In our opinion the case is not governed by the law of private trusts, wherein there is a settler, a beneficiary as the equitable owner of the fund, and a trustee for preservation *Page 641 and accumulation for a specified time.

On the other hand this is a public fund, owned by a governmental body or agency, to be used by the public authorities for public uses, either strictly governmental or proprietary in such sort as municipal governments may lawfully engage in.

It appears the City of Jacksonville, and its City Board of Education, owned public school buildings and grounds with which they were operating local public schools — state schools. The state school authorities desired to take over the operation of these schools so as to conduct them as a model school in connection with a State Teacher Training Institute. To that end the state took over the legal title, transferred the school management from one state agency to another. The property conveyed continued to be devoted to the same public uses as before. To acquire the legal title and transfer of control the state paid the money now in question.

The transaction on its face contemplated the city would no longer engage in operating public schools. A City Board of Education would no longer have legal functions to perform and would cease to be.

But, said the local authorities, here is this fund, derived not from a sale of school properties in the ordinary sense, but from a mere change of set-up in the operation of public schools with public monies, not including this fund, and using the same school properties.

What shall be done with this money? Maybe, said these public authorities, this set-up may not prove satisfactory, and we may wish to again operate public schools under local school authorities authorized by law. Let's conserve this fund for a waiting period of 15 years. Thereupon, the fund was deposited in the bank under the trust agreement. By this agreement the bank was made custodian for safe-keeping and accumulation. It could hardly be contended the bank was more than a managing agent for these purposes.

Quite clearly it was never contemplated this fund should ever be employed for public school purposes, except on the contingency that the arrangement out of which it grew should prove undesirable. There was a mere tie-up of the fund for successors to determine whether it should be so used. Apart from any questions of legality of the transaction in whole or in part, and dealing with the status quo, here is a voluntary trust in which the settler is the beneficiary. The settler is a governmental unit or agency, functioning through public authorities who represent the school children and the general public in relation to this fund. The school children are not beneficiaries in the sense of equitable owners of private property. Governing agencies are set up to safeguard their interests as a public interest.

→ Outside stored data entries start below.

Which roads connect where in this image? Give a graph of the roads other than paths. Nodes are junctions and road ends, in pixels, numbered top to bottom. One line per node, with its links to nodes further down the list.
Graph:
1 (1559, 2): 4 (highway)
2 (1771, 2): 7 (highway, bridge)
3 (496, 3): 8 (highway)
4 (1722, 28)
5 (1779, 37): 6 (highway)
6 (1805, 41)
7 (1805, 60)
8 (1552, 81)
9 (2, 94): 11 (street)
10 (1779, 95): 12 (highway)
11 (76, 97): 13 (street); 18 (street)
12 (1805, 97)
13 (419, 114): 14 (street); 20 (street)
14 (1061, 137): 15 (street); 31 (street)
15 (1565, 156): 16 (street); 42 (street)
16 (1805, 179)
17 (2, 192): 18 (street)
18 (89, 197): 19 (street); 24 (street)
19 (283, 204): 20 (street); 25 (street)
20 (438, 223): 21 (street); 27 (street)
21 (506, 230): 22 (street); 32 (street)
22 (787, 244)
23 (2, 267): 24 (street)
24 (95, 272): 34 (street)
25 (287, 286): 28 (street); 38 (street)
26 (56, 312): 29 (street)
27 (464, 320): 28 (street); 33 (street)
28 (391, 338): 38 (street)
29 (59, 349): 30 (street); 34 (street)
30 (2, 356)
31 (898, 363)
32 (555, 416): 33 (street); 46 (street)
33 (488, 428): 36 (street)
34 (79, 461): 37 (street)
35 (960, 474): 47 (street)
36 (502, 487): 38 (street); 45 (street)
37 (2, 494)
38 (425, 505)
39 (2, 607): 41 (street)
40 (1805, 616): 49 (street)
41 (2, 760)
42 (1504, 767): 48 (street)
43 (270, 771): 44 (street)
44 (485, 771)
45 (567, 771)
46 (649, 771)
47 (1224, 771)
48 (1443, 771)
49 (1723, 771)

The sole question of importance is, did the stipulation of a test period of 15 years, by the then governing body, strip their successors, with like governing power, of all authority to ascertain whether the occasion for a waiting period has now passed, and to declare and prove in a court of equity, that this, the sole purpose of the trust, has been fulfilled and it should end?

Our view is the then governing body had no such power. They had no power to say: Our successors can have nothing to do with this, unless they choose to retake the fund for operation of public schools under local authority. No power to say: We pass on to successive boards for fifteen years this right of election, we fix fifteen years as an arbitrary period within which no governing body may determine that the new set-up is a success and satisfactory to the public they represent.

Probably, the then governing body had no such purpose; but fixed a maximum period, subject to like powers in each successive board.

In either event, the case is sui generis. Public policy is involved in a tie-up of public funds on contingencies for fifteen years.

Our opinion, therefore, is that the decree of the trial judge should be affirmed.

Affirmed.

GARDNER, THOMAS, and KNIGHT, JJ., concur.

ANDERSON, C. J., and BROWN and FOSTER, JJ., dissent.